## ASSIGNED TASK:
Select from the records below every line that has the word "lane" in it.

(Stored dataset items)

_ _ _ _ _

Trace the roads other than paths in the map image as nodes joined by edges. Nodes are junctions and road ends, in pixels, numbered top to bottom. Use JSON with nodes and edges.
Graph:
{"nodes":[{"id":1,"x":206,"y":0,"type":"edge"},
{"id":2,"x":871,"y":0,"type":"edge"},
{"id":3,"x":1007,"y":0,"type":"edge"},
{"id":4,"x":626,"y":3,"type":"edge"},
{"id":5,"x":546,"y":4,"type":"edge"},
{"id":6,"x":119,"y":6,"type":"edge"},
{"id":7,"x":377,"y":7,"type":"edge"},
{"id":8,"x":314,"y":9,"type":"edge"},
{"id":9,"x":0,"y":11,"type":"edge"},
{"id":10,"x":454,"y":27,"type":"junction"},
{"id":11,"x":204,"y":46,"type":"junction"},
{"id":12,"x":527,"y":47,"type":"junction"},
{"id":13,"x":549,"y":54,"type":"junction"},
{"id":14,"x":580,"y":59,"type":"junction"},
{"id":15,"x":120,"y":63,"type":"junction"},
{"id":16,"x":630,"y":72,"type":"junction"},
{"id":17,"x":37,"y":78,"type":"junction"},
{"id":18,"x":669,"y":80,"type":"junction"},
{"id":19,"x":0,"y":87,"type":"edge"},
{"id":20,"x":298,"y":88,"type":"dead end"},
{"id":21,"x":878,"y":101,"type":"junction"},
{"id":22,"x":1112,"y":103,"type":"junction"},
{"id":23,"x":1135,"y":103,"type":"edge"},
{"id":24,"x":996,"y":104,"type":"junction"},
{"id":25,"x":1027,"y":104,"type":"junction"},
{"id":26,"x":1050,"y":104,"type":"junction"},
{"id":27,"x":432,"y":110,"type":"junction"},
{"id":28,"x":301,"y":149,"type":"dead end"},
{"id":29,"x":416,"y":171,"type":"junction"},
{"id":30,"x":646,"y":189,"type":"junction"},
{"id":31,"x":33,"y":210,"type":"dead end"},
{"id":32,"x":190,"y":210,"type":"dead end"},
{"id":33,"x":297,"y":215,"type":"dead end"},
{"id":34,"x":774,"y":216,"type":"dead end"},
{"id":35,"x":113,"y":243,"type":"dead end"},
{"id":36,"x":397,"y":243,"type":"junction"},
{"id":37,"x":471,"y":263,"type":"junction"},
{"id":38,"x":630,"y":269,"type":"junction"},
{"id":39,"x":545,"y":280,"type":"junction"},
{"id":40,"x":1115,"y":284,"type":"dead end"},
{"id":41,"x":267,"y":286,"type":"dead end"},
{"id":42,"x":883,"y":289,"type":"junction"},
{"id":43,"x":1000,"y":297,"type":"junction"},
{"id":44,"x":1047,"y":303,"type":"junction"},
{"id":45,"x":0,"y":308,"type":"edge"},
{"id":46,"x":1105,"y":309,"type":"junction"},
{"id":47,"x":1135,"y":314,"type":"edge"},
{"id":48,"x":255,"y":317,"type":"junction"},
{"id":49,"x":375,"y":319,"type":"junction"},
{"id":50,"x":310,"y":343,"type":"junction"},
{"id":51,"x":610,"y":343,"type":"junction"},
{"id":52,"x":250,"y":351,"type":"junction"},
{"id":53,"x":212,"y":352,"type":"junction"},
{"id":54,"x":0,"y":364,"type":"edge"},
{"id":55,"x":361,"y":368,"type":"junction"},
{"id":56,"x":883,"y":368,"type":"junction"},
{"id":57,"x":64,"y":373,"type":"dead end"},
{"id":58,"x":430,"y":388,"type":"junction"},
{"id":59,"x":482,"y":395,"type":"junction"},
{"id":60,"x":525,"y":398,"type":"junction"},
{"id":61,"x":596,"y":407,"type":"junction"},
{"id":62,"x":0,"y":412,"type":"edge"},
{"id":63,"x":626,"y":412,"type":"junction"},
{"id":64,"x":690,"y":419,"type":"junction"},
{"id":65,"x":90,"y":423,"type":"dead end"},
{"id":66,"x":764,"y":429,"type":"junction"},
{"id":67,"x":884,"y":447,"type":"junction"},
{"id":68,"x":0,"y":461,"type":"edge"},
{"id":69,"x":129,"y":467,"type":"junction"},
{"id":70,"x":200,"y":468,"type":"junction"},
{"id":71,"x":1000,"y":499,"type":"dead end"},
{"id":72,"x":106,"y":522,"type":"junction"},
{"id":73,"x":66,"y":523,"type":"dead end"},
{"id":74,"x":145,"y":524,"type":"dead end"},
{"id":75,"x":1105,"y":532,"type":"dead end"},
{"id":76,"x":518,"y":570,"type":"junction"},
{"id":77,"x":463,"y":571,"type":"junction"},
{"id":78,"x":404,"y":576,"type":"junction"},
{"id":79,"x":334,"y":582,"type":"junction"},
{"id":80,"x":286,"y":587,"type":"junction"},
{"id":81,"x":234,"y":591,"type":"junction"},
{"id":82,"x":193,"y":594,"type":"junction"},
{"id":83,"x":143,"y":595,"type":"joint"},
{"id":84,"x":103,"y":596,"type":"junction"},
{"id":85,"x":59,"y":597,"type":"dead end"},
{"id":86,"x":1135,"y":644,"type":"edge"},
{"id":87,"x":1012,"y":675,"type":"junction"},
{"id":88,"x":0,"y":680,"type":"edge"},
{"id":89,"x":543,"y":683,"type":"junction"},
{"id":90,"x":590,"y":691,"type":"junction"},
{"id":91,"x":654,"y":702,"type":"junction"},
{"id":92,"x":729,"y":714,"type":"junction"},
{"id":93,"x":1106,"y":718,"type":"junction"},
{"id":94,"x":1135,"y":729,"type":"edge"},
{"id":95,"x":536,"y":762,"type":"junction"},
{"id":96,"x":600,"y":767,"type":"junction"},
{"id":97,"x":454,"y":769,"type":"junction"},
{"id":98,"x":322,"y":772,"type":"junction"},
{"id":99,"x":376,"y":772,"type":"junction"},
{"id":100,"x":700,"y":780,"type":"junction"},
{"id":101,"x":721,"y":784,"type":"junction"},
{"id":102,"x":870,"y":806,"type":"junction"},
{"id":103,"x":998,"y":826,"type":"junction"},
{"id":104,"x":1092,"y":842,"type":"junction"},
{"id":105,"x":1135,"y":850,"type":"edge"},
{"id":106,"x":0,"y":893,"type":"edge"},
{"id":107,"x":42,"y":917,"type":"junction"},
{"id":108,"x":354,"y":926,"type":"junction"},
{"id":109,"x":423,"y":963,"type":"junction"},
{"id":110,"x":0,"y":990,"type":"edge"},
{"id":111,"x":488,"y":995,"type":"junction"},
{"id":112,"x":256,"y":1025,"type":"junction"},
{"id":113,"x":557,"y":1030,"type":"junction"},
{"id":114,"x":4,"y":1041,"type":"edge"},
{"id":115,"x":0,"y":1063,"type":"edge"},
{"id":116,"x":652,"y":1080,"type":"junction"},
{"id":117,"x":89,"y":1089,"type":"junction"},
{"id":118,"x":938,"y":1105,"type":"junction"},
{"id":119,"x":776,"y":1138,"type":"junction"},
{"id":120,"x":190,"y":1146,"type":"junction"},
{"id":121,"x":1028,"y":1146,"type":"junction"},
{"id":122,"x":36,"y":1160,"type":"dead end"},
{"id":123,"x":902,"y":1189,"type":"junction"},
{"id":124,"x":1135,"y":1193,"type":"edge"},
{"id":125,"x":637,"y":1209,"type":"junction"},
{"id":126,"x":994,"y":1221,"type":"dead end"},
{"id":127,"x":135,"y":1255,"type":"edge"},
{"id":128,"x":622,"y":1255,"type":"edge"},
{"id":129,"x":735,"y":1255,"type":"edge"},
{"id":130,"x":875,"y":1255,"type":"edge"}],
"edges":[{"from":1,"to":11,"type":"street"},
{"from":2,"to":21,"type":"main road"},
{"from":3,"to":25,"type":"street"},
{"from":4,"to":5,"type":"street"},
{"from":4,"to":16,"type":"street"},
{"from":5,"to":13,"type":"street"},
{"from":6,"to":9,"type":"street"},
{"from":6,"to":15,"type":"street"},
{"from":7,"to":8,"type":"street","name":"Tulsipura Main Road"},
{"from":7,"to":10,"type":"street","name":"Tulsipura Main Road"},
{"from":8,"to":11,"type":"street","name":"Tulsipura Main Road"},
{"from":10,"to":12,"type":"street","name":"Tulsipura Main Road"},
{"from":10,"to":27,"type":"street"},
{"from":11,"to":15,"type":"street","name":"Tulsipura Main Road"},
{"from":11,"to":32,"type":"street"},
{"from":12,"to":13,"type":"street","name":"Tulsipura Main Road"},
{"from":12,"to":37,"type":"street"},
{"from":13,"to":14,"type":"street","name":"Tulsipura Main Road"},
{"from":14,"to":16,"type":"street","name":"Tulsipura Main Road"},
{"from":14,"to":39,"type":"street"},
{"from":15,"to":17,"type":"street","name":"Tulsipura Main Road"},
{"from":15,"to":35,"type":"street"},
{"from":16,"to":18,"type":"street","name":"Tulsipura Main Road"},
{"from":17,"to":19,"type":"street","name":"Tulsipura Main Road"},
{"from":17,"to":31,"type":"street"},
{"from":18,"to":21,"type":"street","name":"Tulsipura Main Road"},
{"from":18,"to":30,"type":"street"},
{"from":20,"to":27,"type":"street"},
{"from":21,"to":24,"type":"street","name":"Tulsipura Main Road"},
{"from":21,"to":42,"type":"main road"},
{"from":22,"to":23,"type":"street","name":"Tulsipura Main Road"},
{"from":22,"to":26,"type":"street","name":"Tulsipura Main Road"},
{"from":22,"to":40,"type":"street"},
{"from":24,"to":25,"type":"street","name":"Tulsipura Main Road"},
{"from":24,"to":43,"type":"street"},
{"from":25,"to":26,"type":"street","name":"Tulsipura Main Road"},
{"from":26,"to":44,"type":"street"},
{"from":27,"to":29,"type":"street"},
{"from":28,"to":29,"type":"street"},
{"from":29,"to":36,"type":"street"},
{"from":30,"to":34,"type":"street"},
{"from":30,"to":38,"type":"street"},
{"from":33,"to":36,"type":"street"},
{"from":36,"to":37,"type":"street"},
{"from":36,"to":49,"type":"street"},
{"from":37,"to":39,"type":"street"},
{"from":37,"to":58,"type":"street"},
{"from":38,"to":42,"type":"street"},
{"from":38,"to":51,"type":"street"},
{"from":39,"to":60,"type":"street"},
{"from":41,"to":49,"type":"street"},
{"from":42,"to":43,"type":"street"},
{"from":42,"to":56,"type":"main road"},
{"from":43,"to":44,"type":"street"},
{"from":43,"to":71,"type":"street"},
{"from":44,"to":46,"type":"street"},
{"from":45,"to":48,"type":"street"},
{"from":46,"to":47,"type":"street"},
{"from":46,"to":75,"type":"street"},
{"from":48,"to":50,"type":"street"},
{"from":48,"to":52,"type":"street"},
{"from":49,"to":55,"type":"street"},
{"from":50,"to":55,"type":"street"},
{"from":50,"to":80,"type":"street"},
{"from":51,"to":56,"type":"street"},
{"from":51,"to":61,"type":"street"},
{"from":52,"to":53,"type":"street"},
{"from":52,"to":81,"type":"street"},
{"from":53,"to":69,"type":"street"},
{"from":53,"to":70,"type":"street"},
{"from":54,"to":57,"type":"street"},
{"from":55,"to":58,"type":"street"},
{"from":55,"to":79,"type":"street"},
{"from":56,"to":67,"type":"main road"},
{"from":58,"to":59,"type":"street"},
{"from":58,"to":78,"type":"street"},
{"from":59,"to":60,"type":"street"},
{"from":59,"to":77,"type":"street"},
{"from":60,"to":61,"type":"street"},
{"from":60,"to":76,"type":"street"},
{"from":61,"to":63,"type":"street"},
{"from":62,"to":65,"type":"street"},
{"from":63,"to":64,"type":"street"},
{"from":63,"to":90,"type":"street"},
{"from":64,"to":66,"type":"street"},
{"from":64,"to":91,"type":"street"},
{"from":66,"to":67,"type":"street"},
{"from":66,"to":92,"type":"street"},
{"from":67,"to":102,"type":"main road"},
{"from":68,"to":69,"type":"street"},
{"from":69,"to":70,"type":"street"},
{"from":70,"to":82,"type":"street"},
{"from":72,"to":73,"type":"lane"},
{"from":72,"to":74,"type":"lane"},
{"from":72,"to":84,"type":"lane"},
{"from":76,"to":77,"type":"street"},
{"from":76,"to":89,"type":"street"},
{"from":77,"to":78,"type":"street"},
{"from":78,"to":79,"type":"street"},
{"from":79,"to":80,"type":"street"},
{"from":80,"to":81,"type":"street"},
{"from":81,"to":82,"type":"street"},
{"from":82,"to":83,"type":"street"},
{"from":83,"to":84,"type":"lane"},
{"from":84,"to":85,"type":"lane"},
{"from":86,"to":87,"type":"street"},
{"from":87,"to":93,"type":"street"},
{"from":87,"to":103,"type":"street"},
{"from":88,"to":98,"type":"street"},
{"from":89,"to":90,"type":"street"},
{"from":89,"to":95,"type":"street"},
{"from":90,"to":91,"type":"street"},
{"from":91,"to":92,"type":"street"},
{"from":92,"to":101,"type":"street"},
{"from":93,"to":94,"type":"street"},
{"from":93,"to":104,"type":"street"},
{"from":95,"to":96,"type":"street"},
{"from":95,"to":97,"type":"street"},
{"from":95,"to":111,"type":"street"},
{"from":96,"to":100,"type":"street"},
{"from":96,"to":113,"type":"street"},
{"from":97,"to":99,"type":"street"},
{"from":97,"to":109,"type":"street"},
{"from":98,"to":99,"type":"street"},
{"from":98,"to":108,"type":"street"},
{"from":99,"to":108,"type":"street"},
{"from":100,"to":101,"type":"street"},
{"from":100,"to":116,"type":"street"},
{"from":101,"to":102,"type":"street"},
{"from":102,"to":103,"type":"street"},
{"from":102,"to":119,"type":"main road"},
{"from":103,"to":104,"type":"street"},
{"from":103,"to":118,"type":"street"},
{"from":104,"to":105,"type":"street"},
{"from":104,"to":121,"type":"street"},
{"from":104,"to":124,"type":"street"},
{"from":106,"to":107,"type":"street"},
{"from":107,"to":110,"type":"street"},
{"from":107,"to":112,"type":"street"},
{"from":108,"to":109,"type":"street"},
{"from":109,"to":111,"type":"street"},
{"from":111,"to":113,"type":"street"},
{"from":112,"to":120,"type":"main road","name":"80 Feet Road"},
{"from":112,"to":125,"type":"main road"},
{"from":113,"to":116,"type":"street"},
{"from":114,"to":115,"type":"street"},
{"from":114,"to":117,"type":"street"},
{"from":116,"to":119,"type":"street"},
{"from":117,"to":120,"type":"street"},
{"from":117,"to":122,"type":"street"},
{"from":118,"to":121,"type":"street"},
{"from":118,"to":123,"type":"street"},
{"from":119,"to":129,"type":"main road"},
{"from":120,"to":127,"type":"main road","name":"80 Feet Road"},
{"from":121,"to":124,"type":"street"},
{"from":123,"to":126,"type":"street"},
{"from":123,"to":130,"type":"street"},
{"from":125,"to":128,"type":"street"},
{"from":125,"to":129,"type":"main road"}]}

_ _ _ _ _

## EXERCISE RESPONSE:
{"from":72,"to":73,"type":"lane"},
{"from":72,"to":74,"type":"lane"},
{"from":72,"to":84,"type":"lane"},
{"from":83,"to":84,"type":"lane"},
{"from":84,"to":85,"type":"lane"},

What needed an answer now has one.